◆ **Work instructions**
What is needed is every line of the material that contains "AUGHNAGON".

◆ **Records for processing**
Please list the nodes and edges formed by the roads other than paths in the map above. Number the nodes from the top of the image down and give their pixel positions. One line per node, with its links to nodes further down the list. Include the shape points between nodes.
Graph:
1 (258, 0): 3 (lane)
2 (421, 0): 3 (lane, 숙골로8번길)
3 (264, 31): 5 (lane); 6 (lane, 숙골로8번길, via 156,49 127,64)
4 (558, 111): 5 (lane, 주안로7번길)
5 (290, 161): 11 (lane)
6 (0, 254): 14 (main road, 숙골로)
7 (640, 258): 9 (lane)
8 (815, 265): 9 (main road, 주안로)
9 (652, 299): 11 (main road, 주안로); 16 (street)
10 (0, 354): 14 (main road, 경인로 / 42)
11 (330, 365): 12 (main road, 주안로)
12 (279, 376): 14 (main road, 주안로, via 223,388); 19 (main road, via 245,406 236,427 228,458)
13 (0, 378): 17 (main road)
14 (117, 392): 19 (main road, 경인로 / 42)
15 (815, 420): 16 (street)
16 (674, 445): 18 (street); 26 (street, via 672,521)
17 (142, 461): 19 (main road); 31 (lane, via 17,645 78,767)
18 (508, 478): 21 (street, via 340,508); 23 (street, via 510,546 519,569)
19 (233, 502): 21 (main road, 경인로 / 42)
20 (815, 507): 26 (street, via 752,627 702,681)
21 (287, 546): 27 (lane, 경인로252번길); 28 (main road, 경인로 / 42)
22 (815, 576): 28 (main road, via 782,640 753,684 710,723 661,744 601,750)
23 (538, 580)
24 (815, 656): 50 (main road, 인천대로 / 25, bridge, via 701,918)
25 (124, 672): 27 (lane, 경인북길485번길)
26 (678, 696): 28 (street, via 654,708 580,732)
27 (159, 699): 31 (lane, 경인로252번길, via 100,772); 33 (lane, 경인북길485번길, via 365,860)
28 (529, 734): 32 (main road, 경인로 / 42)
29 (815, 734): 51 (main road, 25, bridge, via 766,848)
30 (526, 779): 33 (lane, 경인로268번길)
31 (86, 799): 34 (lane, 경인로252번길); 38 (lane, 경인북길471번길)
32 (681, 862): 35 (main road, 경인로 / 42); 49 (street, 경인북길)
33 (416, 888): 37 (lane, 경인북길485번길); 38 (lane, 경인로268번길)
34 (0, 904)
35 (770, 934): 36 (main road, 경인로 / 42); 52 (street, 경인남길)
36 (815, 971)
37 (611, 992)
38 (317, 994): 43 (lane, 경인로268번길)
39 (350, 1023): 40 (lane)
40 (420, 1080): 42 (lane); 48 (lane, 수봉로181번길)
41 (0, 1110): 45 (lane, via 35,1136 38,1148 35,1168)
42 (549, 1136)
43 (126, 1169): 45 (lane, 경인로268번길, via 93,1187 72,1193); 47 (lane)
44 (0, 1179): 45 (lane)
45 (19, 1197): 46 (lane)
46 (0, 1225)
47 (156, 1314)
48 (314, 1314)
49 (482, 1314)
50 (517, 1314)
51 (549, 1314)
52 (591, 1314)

...

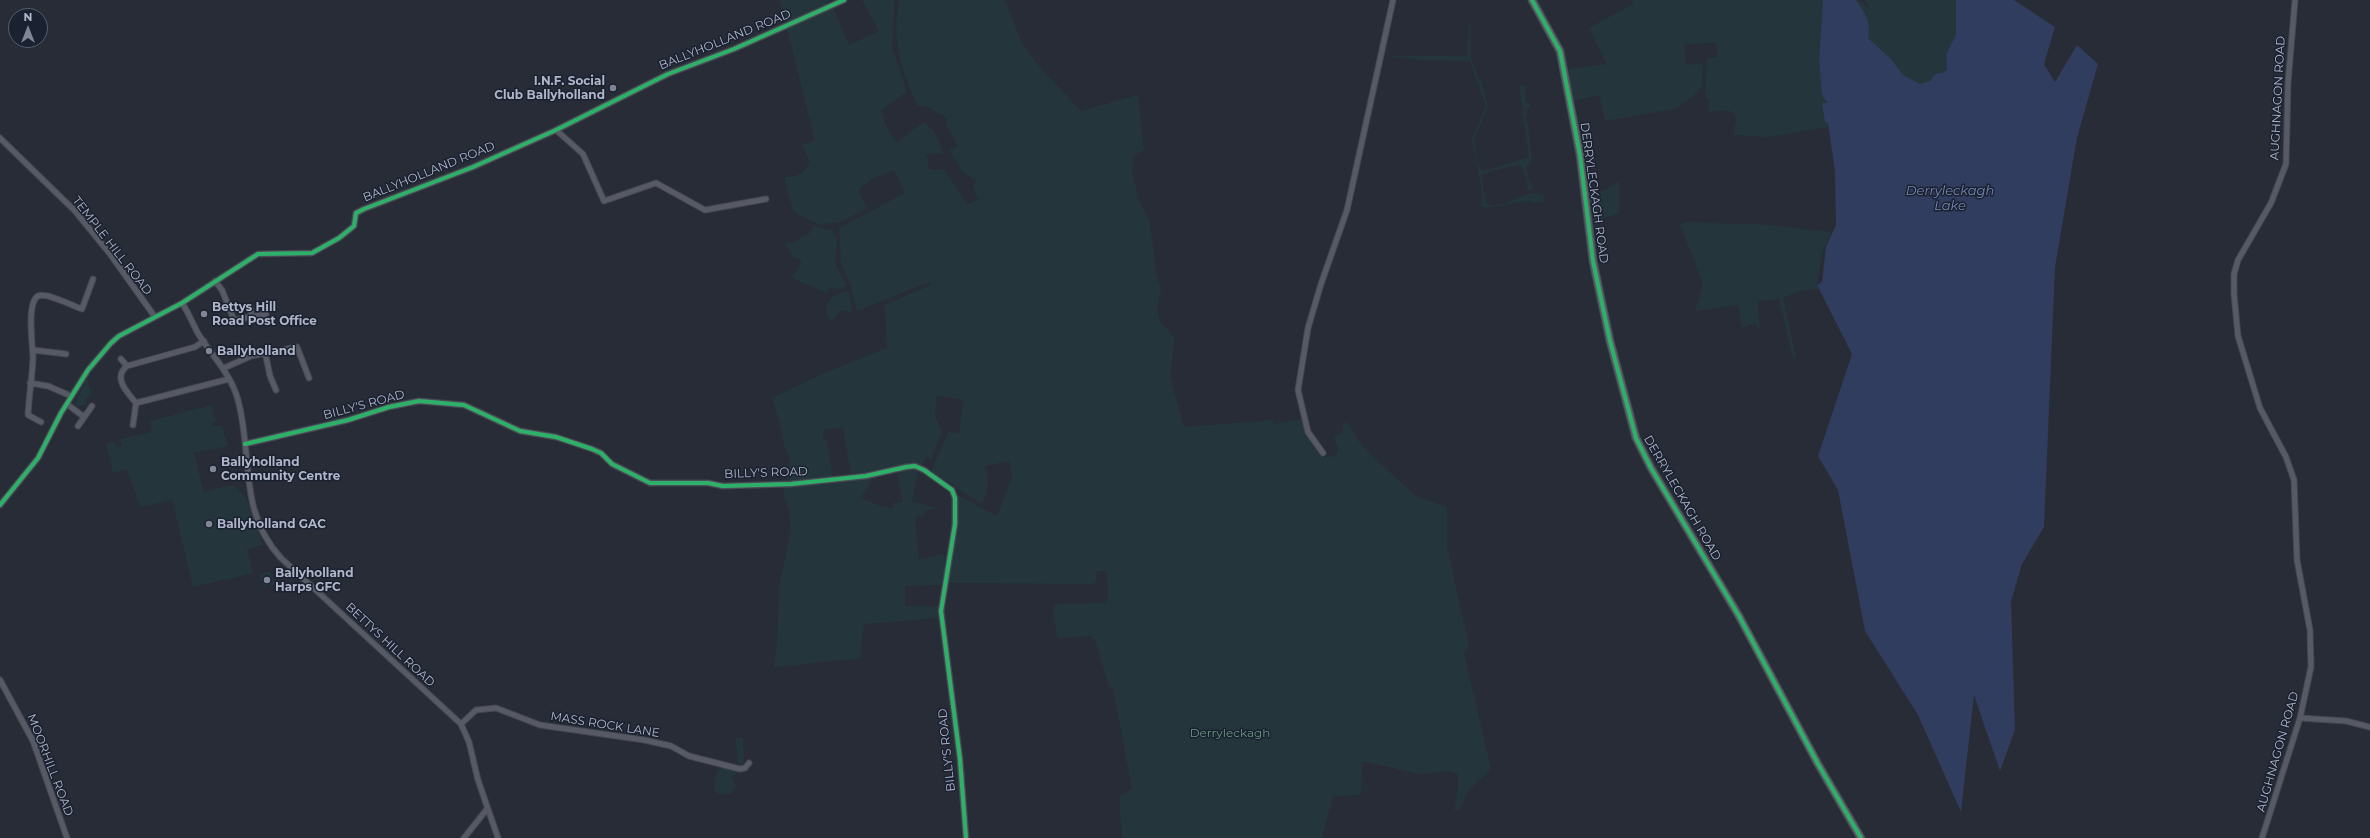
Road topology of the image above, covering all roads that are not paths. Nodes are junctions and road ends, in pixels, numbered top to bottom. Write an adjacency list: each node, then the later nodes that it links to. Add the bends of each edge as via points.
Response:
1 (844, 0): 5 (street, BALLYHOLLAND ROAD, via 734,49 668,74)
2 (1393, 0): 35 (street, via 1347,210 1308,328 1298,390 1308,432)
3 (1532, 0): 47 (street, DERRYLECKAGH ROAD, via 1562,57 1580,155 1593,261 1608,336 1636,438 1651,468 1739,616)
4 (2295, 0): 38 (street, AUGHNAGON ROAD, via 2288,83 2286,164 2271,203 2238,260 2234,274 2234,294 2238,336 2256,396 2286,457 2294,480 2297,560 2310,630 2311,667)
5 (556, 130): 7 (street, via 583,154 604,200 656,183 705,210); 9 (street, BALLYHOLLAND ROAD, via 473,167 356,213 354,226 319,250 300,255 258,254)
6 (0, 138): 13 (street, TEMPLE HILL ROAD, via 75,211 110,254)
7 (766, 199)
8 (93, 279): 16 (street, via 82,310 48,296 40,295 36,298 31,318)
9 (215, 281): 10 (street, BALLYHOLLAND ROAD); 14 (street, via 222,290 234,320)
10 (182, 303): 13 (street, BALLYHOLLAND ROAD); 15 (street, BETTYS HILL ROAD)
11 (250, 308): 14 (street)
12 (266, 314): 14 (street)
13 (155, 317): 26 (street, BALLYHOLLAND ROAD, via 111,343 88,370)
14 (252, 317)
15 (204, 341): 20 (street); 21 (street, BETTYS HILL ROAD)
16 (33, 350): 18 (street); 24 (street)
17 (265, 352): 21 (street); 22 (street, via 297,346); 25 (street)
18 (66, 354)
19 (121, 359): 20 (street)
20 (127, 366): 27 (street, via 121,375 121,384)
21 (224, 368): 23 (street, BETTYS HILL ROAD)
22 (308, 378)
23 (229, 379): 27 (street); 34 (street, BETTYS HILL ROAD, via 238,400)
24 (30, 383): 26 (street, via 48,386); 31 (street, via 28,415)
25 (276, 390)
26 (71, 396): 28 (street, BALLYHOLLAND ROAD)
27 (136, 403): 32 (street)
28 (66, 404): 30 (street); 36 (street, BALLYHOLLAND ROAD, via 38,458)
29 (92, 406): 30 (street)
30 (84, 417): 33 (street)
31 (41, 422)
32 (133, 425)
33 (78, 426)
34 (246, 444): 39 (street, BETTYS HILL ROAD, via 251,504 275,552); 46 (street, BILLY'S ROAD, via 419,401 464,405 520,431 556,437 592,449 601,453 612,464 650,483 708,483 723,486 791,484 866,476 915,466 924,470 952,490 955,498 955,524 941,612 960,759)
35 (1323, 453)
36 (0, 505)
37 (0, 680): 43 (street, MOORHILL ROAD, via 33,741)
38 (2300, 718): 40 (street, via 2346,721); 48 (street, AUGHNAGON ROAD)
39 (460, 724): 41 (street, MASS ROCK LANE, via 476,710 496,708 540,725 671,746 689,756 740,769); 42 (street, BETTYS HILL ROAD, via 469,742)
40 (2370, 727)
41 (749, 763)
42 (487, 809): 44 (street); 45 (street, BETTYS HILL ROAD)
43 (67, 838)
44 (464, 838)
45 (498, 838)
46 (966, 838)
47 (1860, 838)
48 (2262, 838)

◆ **Final answer**
4 (2295, 0): 38 (street, AUGHNAGON ROAD, via 2288,83 2286,164 2271,203 2238,260 2234,274 2234,294 2238,336 2256,396 2286,457 2294,480 2297,560 2310,630 2311,667)
38 (2300, 718): 40 (street, via 2346,721); 48 (street, AUGHNAGON ROAD)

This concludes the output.